(Stored data entries)
◇ ◇ ◇ ◇

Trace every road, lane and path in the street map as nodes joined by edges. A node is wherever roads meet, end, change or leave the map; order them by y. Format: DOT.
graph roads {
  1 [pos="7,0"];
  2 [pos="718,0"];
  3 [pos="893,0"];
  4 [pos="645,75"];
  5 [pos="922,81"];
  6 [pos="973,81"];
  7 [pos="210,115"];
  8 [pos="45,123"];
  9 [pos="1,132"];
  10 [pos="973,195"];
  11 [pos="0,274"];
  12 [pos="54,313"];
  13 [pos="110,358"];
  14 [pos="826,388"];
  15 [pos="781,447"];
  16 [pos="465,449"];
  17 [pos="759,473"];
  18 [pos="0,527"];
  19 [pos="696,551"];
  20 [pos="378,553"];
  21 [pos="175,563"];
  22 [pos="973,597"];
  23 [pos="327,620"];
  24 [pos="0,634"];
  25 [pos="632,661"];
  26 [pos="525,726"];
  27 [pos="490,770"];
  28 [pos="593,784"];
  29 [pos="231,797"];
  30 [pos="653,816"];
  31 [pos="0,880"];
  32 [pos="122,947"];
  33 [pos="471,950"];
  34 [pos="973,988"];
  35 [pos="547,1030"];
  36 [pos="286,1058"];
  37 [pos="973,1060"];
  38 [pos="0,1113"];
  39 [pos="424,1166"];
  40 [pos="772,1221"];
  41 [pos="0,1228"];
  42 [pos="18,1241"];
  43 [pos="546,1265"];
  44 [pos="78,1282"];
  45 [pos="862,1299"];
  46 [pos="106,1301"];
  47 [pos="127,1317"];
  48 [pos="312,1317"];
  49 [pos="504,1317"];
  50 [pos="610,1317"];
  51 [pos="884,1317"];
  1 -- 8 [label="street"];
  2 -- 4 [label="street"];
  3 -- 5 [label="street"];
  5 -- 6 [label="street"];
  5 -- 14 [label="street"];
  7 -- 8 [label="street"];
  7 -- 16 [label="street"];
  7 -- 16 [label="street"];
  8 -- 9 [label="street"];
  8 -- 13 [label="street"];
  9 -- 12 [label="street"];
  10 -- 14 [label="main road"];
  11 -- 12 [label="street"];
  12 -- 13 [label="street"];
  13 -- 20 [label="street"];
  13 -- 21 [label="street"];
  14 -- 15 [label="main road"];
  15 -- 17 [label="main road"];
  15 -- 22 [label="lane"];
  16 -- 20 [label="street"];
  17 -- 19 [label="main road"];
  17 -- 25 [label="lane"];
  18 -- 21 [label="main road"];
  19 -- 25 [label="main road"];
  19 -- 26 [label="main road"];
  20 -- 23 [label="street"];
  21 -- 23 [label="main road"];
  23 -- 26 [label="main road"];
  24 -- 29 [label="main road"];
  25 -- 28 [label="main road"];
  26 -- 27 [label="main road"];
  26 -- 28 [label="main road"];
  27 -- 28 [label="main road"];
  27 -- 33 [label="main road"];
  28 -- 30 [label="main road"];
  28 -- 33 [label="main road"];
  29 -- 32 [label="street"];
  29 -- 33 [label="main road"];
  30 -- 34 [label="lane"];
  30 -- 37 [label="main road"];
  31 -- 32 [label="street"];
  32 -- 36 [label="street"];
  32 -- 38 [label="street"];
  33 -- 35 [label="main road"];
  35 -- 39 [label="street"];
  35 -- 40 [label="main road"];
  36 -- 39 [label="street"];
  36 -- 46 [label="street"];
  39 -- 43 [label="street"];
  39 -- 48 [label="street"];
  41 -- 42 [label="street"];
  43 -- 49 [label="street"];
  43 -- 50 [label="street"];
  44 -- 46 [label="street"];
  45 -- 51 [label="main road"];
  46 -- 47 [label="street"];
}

◇ ◇ ◇ ◇

Search the records line by line for the word "lane" and copy every line where it appears.

## SOLUTION TO THIS EXERCISE
Trace every road, lane and path in the street map as nodes joined by edges. A node is wherever roads meet, end, change or leave the map; order them by y. Format: DOT.
  15 -- 22 [label="lane"];
  17 -- 25 [label="lane"];
  30 -- 34 [label="lane"];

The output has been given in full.